Ella comenzó a hablar, con intervalos, buscando las palabras —silencios que eran coartadas para su confusión—, pero, poco a poco, estimulada por las caricias y las amorosas interrupciones, fue ganando confianza. Al fin, don Rigoberto advirtió que había recuperado su desenvoltura y relataba tomando fingida distancia de lo que contaba. Adherida a su cuerpo, apoyaba la cabeza en su hombro. Sus manos respectivas se movían de rato en rato, para tomar posesión o averiguar la existencia de un miembro, músculo o pedazo de piel de la pareja.

—¿Había cambiado mucho? Se había agringado en su manera de vestir y de hablar, pues continuamente se le escapaban expresiones en inglés. Pero, aunque con canas y engrosado, tenía siempre esa cara de Pluto, larga y tristona, y la timidez e inhibiciones de su juventud.

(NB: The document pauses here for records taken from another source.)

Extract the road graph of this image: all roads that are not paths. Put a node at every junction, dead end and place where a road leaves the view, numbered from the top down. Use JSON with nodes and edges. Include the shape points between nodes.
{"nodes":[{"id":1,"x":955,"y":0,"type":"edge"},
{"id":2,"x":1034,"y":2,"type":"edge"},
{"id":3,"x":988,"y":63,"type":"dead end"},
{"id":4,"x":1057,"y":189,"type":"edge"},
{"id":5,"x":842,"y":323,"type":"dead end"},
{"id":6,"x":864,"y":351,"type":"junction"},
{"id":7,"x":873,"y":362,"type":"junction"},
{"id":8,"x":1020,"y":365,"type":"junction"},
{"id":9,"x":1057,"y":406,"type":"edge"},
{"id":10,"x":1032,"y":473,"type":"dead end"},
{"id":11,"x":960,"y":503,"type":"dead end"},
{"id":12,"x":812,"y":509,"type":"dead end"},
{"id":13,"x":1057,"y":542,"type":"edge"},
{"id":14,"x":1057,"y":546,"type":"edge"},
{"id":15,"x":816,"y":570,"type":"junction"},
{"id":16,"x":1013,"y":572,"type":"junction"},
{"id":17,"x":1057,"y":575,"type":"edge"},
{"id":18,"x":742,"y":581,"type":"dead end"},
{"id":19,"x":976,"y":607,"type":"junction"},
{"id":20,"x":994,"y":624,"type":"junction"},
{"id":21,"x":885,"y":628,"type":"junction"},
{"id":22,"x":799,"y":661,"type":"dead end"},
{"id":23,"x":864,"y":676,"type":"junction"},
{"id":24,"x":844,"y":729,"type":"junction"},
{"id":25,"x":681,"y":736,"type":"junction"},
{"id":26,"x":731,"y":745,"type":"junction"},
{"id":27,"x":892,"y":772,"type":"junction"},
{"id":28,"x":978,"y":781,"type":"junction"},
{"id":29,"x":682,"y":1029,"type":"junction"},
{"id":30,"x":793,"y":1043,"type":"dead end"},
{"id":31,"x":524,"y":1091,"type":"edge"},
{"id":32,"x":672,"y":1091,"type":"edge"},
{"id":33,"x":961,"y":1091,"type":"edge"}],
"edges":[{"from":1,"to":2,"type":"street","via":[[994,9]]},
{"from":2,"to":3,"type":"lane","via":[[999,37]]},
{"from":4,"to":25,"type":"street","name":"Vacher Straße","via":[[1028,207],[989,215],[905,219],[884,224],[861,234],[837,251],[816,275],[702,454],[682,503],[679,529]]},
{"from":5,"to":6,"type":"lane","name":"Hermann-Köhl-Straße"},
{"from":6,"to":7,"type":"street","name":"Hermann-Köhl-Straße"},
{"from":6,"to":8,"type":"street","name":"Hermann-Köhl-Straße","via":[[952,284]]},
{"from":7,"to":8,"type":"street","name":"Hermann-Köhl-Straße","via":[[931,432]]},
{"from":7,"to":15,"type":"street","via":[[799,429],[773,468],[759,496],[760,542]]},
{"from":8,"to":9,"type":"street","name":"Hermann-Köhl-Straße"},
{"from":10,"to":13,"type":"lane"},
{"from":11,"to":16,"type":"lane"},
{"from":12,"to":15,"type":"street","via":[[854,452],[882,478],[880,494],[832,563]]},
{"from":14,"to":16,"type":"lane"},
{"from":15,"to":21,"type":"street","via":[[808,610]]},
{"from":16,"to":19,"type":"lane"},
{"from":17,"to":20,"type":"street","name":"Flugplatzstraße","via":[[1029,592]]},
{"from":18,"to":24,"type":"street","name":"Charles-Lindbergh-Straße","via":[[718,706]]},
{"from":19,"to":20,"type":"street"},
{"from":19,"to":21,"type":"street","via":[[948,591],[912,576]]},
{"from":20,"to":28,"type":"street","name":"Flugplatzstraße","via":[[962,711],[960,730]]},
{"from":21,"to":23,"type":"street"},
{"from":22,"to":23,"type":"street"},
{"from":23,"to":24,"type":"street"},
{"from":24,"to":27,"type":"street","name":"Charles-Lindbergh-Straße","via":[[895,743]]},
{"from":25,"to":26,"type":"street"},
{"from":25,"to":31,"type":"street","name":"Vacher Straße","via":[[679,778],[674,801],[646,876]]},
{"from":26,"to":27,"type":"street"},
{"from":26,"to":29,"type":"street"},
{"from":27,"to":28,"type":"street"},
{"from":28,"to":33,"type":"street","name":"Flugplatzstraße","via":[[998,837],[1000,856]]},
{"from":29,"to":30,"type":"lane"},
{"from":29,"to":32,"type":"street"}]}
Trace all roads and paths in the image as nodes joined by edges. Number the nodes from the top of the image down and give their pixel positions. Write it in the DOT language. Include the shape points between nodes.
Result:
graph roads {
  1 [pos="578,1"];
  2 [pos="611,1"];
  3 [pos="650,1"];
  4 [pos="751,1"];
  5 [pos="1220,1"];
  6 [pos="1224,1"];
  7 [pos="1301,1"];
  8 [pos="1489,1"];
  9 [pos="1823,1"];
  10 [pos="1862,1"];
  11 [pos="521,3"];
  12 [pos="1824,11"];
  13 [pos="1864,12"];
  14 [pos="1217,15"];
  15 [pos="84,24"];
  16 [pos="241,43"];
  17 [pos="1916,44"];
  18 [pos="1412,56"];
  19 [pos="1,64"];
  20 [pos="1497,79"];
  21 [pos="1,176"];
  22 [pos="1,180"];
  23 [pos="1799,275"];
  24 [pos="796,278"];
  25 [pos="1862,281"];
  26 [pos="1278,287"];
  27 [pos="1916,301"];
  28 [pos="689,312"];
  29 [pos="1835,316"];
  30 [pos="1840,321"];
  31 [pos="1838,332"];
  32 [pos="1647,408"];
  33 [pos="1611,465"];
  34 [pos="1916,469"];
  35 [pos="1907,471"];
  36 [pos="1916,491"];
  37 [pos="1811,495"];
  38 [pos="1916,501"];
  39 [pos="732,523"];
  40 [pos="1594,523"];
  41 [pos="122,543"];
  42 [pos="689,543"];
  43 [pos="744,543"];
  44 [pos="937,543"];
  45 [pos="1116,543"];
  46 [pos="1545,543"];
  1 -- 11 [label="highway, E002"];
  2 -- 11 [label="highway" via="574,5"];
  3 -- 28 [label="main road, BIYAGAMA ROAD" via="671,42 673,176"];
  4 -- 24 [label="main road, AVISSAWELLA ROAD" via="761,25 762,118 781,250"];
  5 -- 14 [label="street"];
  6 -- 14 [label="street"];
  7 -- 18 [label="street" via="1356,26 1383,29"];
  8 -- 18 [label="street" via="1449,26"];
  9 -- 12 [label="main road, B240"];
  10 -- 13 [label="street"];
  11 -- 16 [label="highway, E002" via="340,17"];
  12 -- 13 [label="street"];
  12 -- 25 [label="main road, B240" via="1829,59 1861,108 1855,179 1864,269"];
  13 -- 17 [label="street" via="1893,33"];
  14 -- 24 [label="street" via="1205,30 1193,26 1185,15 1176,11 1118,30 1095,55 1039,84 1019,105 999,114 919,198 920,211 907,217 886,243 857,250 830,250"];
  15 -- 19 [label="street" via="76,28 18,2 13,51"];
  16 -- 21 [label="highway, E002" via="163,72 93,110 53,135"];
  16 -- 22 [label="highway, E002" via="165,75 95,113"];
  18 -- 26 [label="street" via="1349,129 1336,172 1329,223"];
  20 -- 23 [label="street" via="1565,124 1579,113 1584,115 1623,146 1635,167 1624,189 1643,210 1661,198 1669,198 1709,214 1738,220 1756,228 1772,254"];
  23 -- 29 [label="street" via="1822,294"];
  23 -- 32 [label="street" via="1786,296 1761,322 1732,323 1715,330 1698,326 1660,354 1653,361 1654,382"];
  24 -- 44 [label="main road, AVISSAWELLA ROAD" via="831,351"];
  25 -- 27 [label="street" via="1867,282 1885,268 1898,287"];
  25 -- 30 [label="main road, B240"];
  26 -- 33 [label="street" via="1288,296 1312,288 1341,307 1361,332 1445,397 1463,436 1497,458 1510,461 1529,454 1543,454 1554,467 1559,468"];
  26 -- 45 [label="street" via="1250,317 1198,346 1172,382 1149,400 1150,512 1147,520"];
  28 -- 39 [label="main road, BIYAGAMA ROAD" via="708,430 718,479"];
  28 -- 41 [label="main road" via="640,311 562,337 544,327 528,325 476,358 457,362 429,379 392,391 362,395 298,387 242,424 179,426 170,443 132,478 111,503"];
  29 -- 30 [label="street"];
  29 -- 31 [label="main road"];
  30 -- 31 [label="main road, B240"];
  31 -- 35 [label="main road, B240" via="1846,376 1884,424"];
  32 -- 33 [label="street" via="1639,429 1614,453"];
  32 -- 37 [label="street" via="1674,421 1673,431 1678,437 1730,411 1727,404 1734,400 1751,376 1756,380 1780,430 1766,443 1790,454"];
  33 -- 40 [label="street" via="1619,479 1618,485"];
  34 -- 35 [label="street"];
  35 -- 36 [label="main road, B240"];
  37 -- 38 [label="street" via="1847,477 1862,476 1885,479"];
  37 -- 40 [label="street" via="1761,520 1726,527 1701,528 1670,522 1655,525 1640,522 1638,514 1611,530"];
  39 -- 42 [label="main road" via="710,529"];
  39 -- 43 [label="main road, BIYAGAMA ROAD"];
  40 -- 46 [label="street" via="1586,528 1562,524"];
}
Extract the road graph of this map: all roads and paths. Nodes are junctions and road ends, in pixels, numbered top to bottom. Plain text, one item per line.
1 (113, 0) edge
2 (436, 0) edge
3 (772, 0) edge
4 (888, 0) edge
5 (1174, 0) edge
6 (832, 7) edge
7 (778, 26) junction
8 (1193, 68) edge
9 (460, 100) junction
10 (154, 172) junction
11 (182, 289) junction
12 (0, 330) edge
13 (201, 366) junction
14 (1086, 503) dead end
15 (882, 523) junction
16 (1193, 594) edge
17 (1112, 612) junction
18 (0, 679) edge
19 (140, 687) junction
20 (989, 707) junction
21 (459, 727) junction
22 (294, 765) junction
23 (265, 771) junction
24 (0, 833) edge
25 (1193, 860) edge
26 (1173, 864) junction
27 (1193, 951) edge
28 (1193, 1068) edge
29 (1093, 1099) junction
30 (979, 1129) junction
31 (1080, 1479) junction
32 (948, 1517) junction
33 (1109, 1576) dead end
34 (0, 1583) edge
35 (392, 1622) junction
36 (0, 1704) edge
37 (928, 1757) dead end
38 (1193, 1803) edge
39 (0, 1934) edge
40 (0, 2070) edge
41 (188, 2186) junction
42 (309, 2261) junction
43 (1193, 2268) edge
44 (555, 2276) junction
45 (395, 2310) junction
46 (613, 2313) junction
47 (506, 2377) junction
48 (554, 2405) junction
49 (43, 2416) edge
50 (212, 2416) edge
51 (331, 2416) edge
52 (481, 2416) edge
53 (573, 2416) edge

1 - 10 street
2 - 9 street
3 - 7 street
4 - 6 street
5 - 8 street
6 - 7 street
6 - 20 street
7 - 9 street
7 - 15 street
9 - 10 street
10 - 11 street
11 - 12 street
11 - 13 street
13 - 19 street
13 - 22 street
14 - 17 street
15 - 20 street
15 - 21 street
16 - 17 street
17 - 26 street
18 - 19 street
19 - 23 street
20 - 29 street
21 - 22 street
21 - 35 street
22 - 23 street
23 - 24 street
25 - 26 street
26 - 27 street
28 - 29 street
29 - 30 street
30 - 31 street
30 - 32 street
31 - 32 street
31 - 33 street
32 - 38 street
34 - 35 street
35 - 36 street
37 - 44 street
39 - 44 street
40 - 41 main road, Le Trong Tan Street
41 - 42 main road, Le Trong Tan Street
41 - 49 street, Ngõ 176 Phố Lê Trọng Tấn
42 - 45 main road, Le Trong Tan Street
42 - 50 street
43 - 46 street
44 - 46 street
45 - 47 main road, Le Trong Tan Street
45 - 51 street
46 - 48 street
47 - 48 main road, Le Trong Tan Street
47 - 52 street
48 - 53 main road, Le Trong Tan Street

—Te vería llegar como caída del cielo.

—¡Se puso tan pálido! Creí que se iba a desmayar. Me esperaba con un ramo de flores más grande que él. La limousine era una de ésas, plateadas, de los gángsters de las películas. Con bar, televisión, música estéreo, y, muérete, asientos en piel de leopardo.

—Pobres ecologistas —se entusiasmó don Rigoberto.

—Ya sé que es una huachafería —se excusó Modesto, mientras el chofer, afgano altísimo uniformado de granate, disponía los equipajes en la maletera—. Pero, era la más cara.

—Es capaz de burlarse de sí mismo —sentenció don Rigoberto—. Simpático.

—En el viaje hasta el Plaza me piropeó un par de veces, colorado hasta las orejas —prosiguió doña Lucrecia—. Que me conservaba muy bien, que estaba más bella todavía que cuando quiso casarse conmigo.

—Lo estás —la interrumpió don Rigoberto, bebiendo su aliento—. Cada día más, cada hora más.

—Ni una sola palabra de mal gusto, ni una sola insinuación chocante —dijo ella—. Me agradeció tanto el haber ido que me hizo sentir la buena samaritana de la Biblia.